The peak body for homelessness in Victoria is calling on the government to kick start delivery of its election promise of building 20,000 new social houses amid the worsening crisis.

Median rental prices in Brimbank and Melton have risen in recent months, according to Victoria’s March quarter 2022 Rental Report.

In Brimbank, the median rent was $360 in December 2021, rising to $370 in March, while Melton’s media rent rose from $380 to $385 during the same period, according to the report.

Statewide, median rental prices rose by $10 with metropolitan Melbourne rising to $410 per week and regional Victoria rentals rising to $390 per week.

Council to Homeless Persons chief executive Jenny Smith said the rise is causing a higher need for social and affordable housing as rentals become too expensive.

“More people are being pushed beyond breaking point and into homelessness,” she said.

“People will make every other household budget cut before they miss rent – that means skipping meals, shivering through winter with the heating off, or forgoing study and social opportunities.

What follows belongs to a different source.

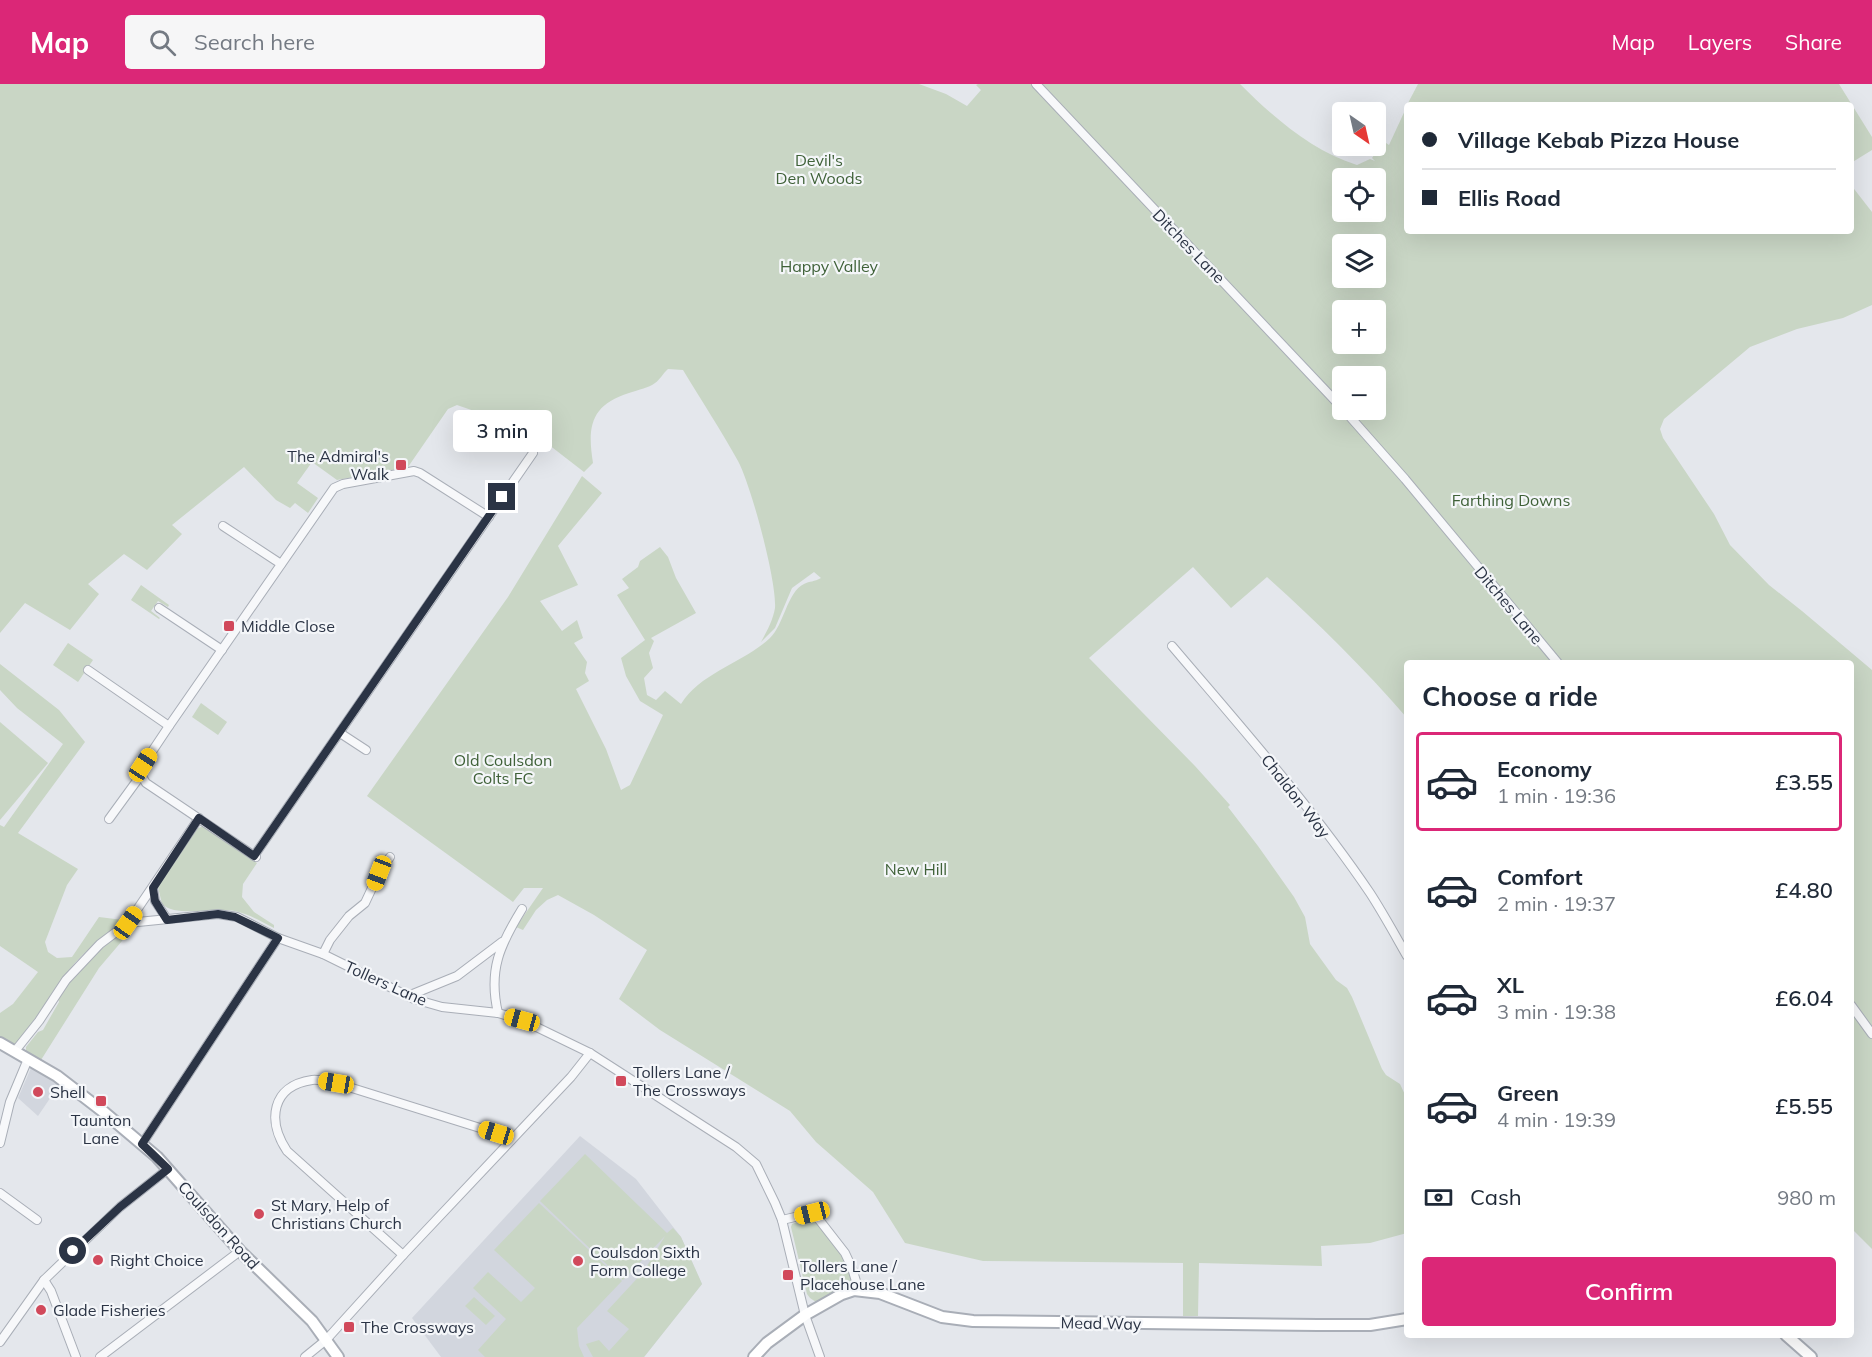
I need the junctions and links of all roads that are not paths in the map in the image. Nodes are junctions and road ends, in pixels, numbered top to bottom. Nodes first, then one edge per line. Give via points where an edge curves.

“People will stay on in unsafe homes rather than leaving, if they can’t see a way to afford rent for their families on their own.”

Tracey Gaudry, chief executive at Deer Park-based CommUnity Plus Services, said the Brimbank Melton Community Legal Centre, which is run by CommUnity Plus Services, had recorded a rise in the number of clients at risk of eviction due to increasing rental costs.

“A high percentage of our clients are experiencing severe financial hardship, and increasing rents are causing great difficulties on top of the rising costs of many other living expenses, placing more and more people in our community at risk of homelessness,” she said.

“We believe that the state and federal governments can and need to do more to increase the supply of social and public housing, and to seek to lift the incomes of the most vulnerable people in our community by increasing the rate of JobSeeker.”